Concurrency involves different threads or activities whose executions overlap in time.

The basic reason concurrency is difficult is that when we have two streams of instructions like this, there is a fantastic number of potential schedules of execution, too many for a human or even a computer to explore. To get an idea of the scale of the challenge, say a program wanted to examine each of the different ways that two threads of 40 lines of code can interact concurrently (“interleavings,” in the jargon). Even considering those interactions at a blazing rate of 1 billion interactions per second, the computer would be working for more than 3.4 million years! On the other hand, RacerD does its work in less than 15 minutes, for much larger programs than 80 lines.

This calculation is done using the fact that the number of interleavings for 2 threads with n instructions each is the binomial coefficient C(2n, n). This is a quantity that grows extremely rapidly. For example, if we extend the number of instructions to just 150 per thread, we get over over 1088 interleavings, which is greater than the estimated number of atoms in the known universe (1080).

The inescapable conclusion is that, even though computers are powerful, we can't explore all the possibilities by brute force.

Launching the project

Doing fast, useful concurrency analysis at scale seemed like it could be an intractable problem, well beyond the edge of static analysis knowledge as far as we were aware.

Back in 2015, one of us had stated the overall aim as follows.

I still want to understand concurrency, scalably. I would like to have analyses that I could deploy with high speed and low friction (e.g., not copious annotations or proof hints) and produce high-quality reports useful to programmers writing concurrent programs without disturbing their workflow too much. Then it could scale to many programmers and many programs. Maybe I am asking for too much, but that is what I would like to find.

Throughout 2016 we were doing research on this problem inside Facebook, creating algorithms to discover proofs of race freedom, certifications that no data race errors whatsoever could occur within a program, based on the theory of Concurrent Separation Logic. This logic lets us avoid enumerating interleavings, and thus seemed promising for tackling the scaling issue.

In late 2016, our path changed course a bit when engineers working on News Feed for Android in New York reached out to our team asking to leverage our work. They were embarking on a major project: converting part of the News Feed Android app from a sequential to a multi-threaded model. This was risky because the transformation could introduce concurrency errors. And, they were asking for the kind of analysis that we were working on, except that they wanted it yesterday and it was not nearly ready.

The technical timeline we had in mind for creating our tool for proving data race freedom was roughly 1 year for launching a proof of concept, and then further time to refine the developer experience. But our Android engineers had urgent immediate needs, they were about to embark on making part of News Feed concurrent, and this represented a golden opportunity for evolving an effective analyzer. So we decided to pivot our research, by shifting our attention from the idealized goal of eventually proving that no races could occur in vast bodies of code to the practical aim of helping people now by automatically and quickly finding many races in existing code, with high signal. We teamed up with Jingbo Yang and Benjamin Jaeger, Android engineers in Facebook's New York office, to determine a specification of an MVP, a minimum viable product for RacerD that would serve the needs of our developers. The MVP included the following.

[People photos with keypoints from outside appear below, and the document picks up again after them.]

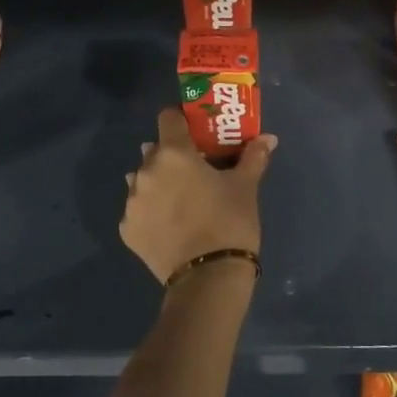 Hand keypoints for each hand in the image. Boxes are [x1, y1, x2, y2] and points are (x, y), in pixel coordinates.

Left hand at [120, 108, 276, 283]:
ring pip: (143, 180)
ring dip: (158, 183)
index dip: (182, 120)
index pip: (168, 117)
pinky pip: (138, 210)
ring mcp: (132, 202)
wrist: (208, 278)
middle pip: (155, 151)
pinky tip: (171, 226)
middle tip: (195, 171)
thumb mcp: (246, 186)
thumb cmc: (230, 222)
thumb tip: (268, 138)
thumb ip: (253, 156)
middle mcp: (145, 171)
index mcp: (173, 153)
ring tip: (181, 201)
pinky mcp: (127, 229)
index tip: (196, 133)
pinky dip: (151, 212)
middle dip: (172, 156) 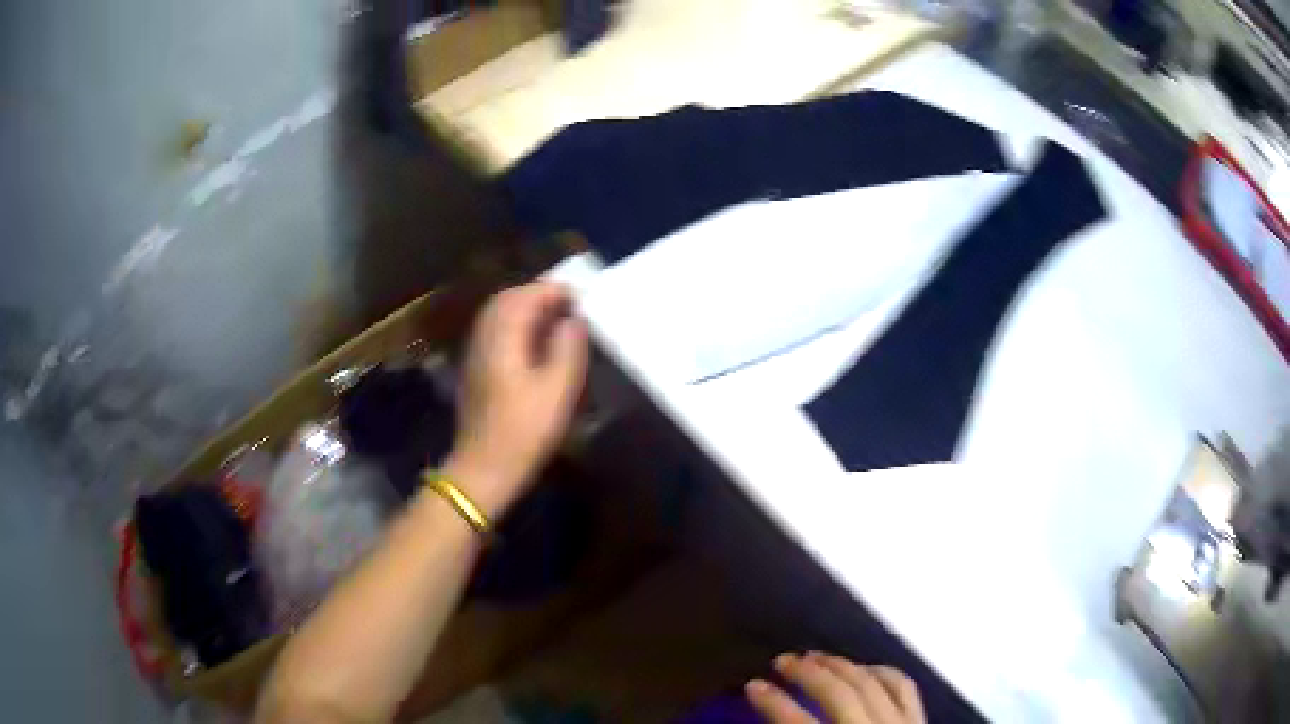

  1. High signal: detect races with low false positive rate
  2. Interprocedural: ability to track data races involving many nested procedure calls
  3. No reliance on manual annotations to specify which locks protects which bits of data
  4. Fast, able to report in 15 minutes on modifications to a millions-of-lines codebase, so as to catch concurrency regressions during code review
  5. Accurate treatment of coarse-grained locking, as used in most of product code, but no need for accurate treatment of intricate fine-grained synchronization (the minority, and changing less frequently).

The MVP was essential in determining what to focus on, and what not to focus on. For example, one of the technically most straightforward first steps in concurrency static analysis is to require that fields be guarded by annotations, and then to have the analyzer check these annotations. But while this is easy for the analysis designer, it shifts effort from the analyzer to the human and would have been a non-starter for the job of making News Feed rendering multithreaded: The Feed team needed to refactor many thousands of lines of code, and they needed to understand where there were potential concurrency issues when doing do. It would have taken many more programmers to do this manually, too many — better for the computer to perform that search.

This pivot was important in converting an intractable problem into one that we could make progress on incrementally.

In the rest of this post we're going dive into some of the technical considerations that drove our work. First we'll dig into the analyzer design and theory, and then change to the perspective of the end-user.

Design considerations and decisions

RacerD's goal is to find data races. Its design is based on the following ideas:

1. Don't do whole-program analysis; be compositional.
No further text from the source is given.